(Saved data entries)
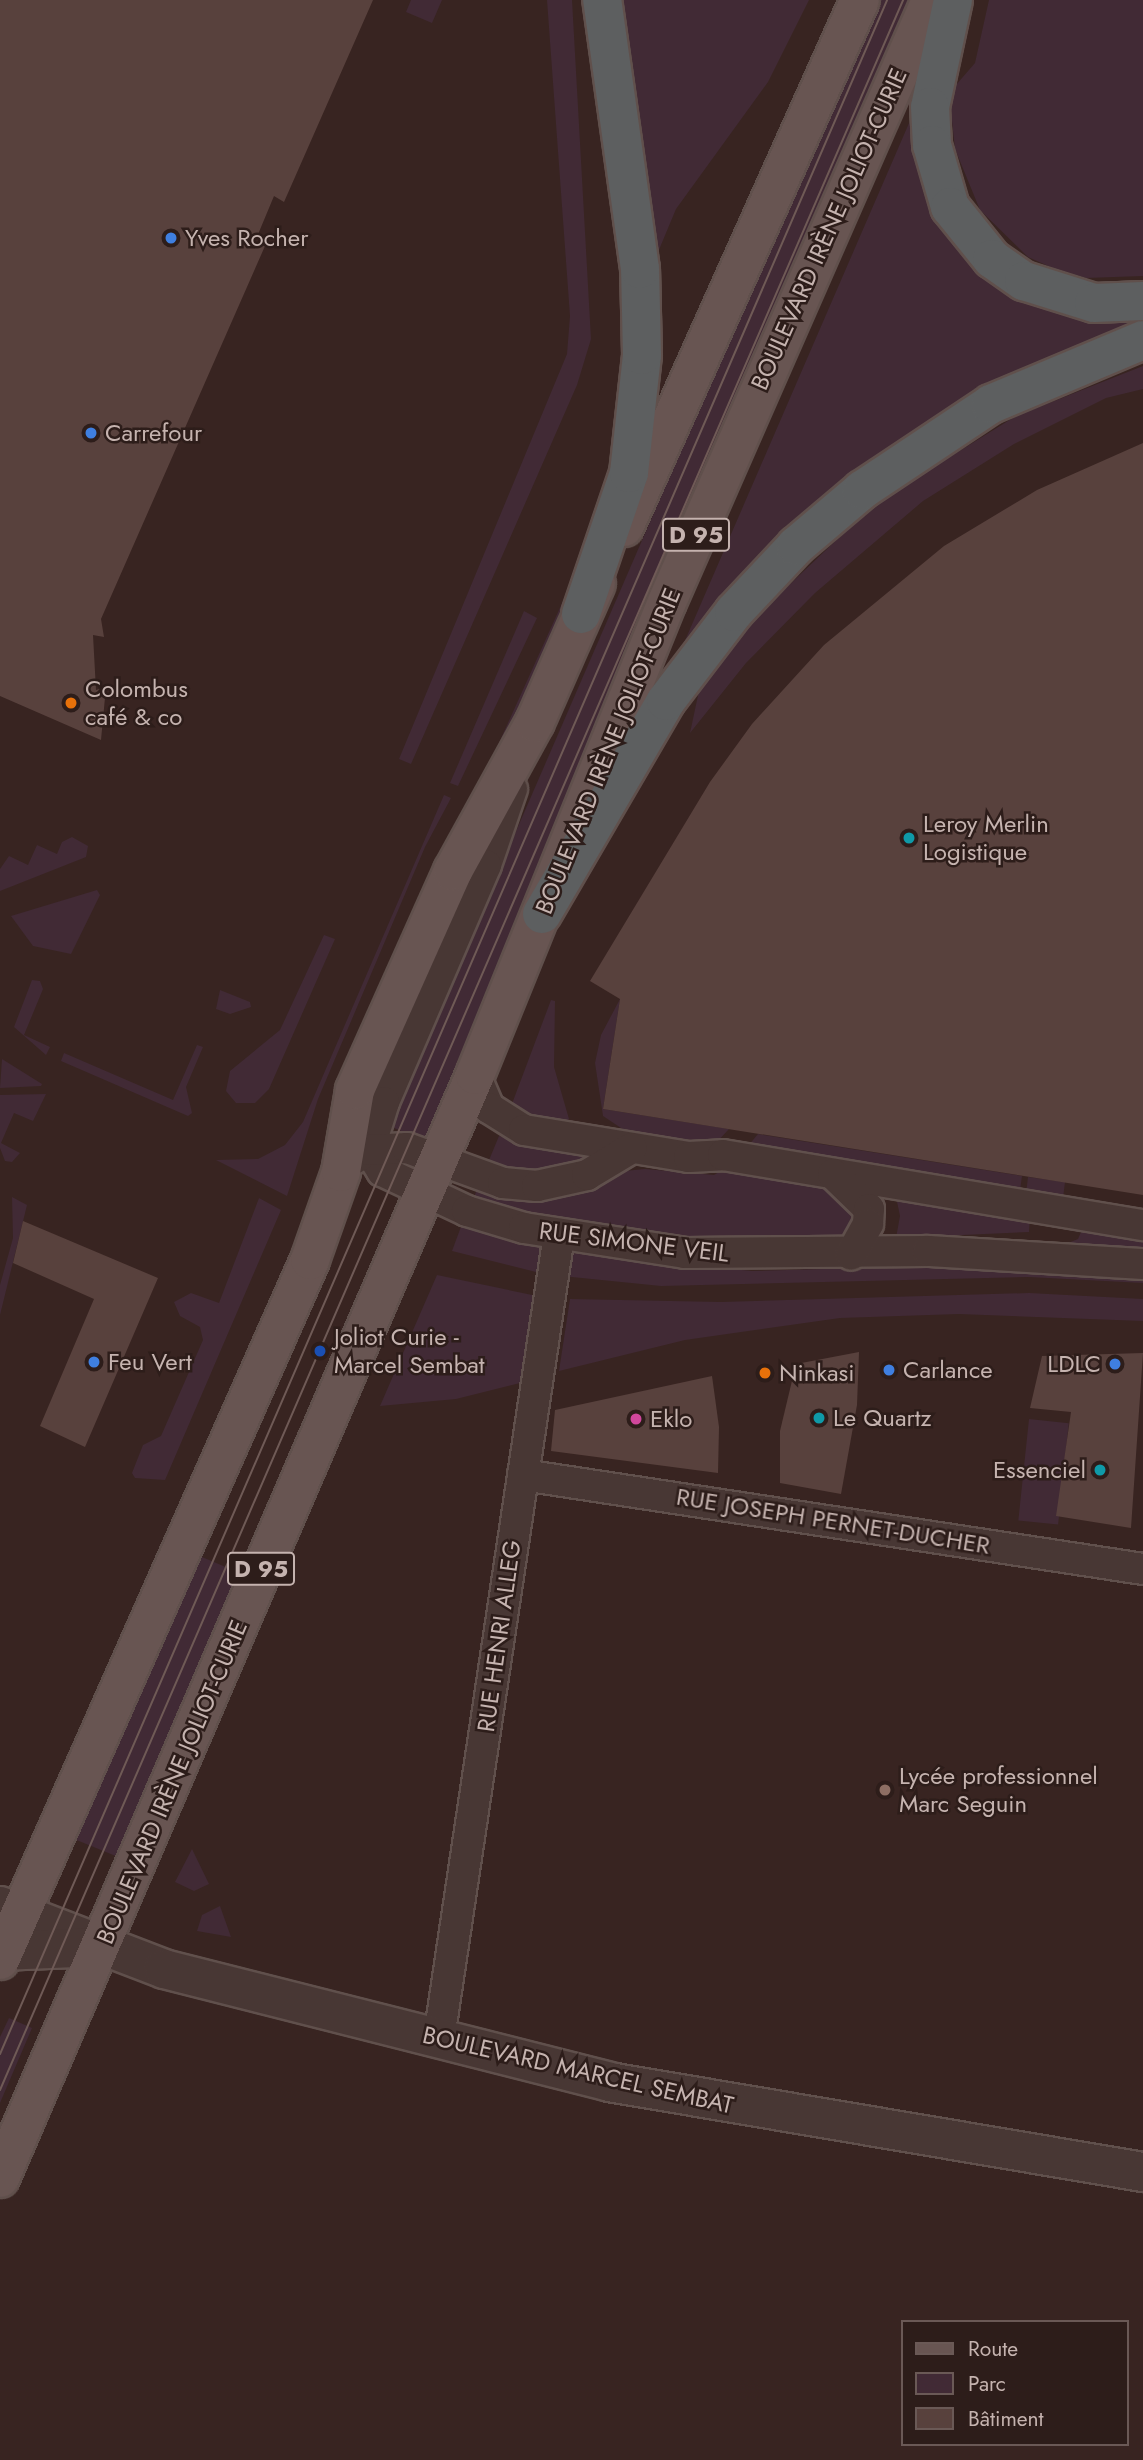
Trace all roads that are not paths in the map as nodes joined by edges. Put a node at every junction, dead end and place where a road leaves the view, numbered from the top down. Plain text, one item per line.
1 (602, 0) edge
2 (860, 0) edge
3 (931, 0) edge
4 (953, 0) edge
5 (1143, 300) edge
6 (1143, 340) edge
7 (581, 614) junction
8 (542, 914) junction
9 (475, 1075) junction
10 (632, 1148) junction
11 (439, 1157) junction
12 (355, 1161) junction
13 (831, 1173) junction
14 (424, 1192) junction
15 (1075, 1215) junction
16 (1143, 1225) edge
17 (559, 1235) junction
18 (928, 1251) junction
19 (852, 1255) junction
20 (1143, 1264) edge
21 (523, 1475) junction
22 (1143, 1569) edge
23 (10, 1909) edge
24 (103, 1947) junction
25 (1, 1954) edge
26 (439, 2038) junction
27 (1143, 2172) edge
28 (0, 2178) edge

1 - 7 highway
2 - 7 main road, D 95
3 - 8 main road, BOULEVARD IRÈNE JOLIOT-CURIE / D 95
4 - 5 highway
6 - 8 highway
7 - 12 main road, D 95
8 - 9 main road, BOULEVARD IRÈNE JOLIOT-CURIE / D 95
9 - 10 street
9 - 11 main road, BOULEVARD IRÈNE JOLIOT-CURIE / D 95
10 - 11 street, RUE SIMONE VEIL
10 - 13 street
11 - 12 street
11 - 14 main road, BOULEVARD IRÈNE JOLIOT-CURIE / D 95
12 - 14 street
12 - 23 main road, D 95
13 - 15 street
13 - 19 street
14 - 17 street, RUE SIMONE VEIL
14 - 24 main road, BOULEVARD IRÈNE JOLIOT-CURIE / D 95
15 - 16 street
15 - 18 street, RUE SIMONE VEIL
17 - 19 street, RUE SIMONE VEIL
17 - 21 street, RUE HENRI ALLEG
18 - 19 street, RUE SIMONE VEIL
18 - 20 street, RUE SIMONE VEIL
21 - 22 street, RUE JOSEPH PERNET-DUCHER
21 - 26 street, RUE HENRI ALLEG
23 - 24 street, BOULEVARD MARCEL SEMBAT
23 - 25 main road, D 95
24 - 25 street, BOULEVARD MARCEL SEMBAT
24 - 26 street, BOULEVARD MARCEL SEMBAT
24 - 28 main road, BOULEVARD IRÈNE JOLIOT-CURIE / D 95
26 - 27 street, BOULEVARD MARCEL SEMBAT

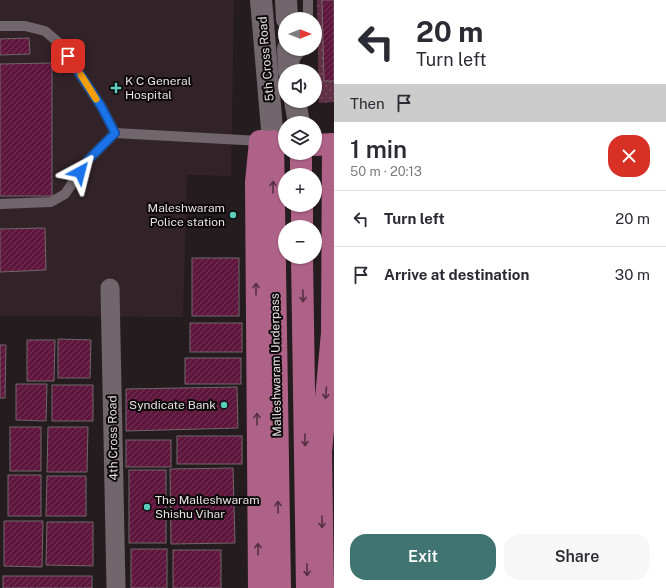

*TASK TO CARRY OUT*. Go through the records and show every line with the string "CURIE" in it.

*RESULT*.
3 - 8 main road, BOULEVARD IRÈNE JOLIOT-CURIE / D 95
8 - 9 main road, BOULEVARD IRÈNE JOLIOT-CURIE / D 95
9 - 11 main road, BOULEVARD IRÈNE JOLIOT-CURIE / D 95
11 - 14 main road, BOULEVARD IRÈNE JOLIOT-CURIE / D 95
14 - 24 main road, BOULEVARD IRÈNE JOLIOT-CURIE / D 95
24 - 28 main road, BOULEVARD IRÈNE JOLIOT-CURIE / D 95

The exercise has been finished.